=== Begin Enclosure ===

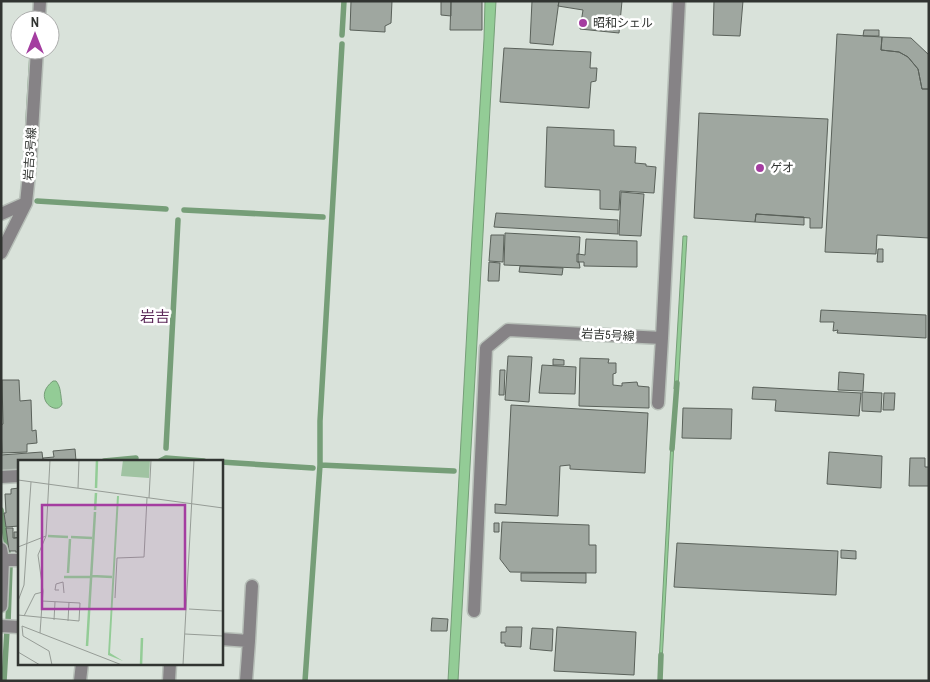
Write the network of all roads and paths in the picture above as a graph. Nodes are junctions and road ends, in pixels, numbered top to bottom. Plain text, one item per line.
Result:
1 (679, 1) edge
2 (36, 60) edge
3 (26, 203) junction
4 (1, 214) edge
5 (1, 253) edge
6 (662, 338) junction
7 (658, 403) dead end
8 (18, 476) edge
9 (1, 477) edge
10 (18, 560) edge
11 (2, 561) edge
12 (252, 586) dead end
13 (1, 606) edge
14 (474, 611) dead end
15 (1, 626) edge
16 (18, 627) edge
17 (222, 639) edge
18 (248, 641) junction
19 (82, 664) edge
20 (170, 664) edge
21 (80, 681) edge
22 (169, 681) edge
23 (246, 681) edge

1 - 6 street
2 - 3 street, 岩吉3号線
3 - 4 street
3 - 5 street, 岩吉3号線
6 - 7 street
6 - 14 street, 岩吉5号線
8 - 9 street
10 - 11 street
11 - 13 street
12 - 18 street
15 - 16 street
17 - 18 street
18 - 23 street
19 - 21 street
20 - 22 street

=== End Enclosure ===
=== Begin Enclosure ===

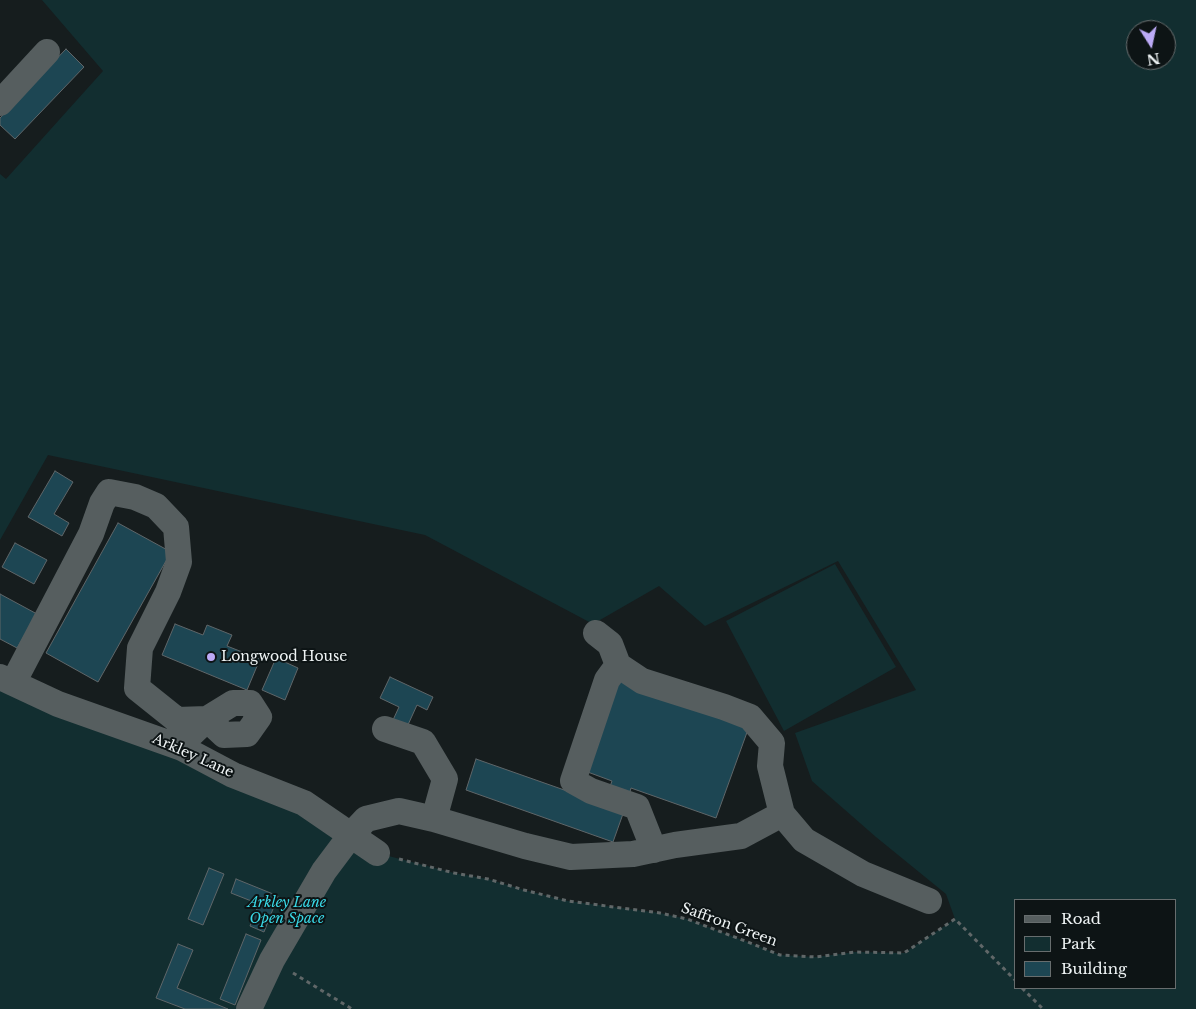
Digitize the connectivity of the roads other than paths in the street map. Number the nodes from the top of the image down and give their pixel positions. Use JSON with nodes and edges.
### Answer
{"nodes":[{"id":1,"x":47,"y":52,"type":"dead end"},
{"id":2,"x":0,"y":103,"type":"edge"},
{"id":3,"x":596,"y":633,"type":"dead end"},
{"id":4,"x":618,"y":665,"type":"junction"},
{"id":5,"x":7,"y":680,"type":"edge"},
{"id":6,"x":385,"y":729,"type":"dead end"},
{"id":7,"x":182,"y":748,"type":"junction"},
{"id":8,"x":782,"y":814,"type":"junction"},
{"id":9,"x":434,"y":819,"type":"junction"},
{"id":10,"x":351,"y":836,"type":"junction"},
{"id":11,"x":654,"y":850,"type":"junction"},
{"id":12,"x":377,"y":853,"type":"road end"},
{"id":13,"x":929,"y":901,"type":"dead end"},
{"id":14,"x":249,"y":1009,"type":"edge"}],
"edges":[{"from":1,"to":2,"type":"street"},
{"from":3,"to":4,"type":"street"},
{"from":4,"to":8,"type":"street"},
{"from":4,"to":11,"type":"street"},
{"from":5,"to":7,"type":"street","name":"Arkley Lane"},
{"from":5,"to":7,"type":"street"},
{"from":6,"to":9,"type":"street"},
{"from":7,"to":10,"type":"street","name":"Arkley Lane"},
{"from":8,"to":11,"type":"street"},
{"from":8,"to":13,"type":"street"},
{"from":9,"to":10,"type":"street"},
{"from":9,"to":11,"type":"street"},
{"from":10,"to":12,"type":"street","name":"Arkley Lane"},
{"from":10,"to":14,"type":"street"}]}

=== End Enclosure ===

◆ **TASK GOAL**
Find and count the lines of the data that include the string "roads", and report that figure by itself.

◆ **REPLY**
2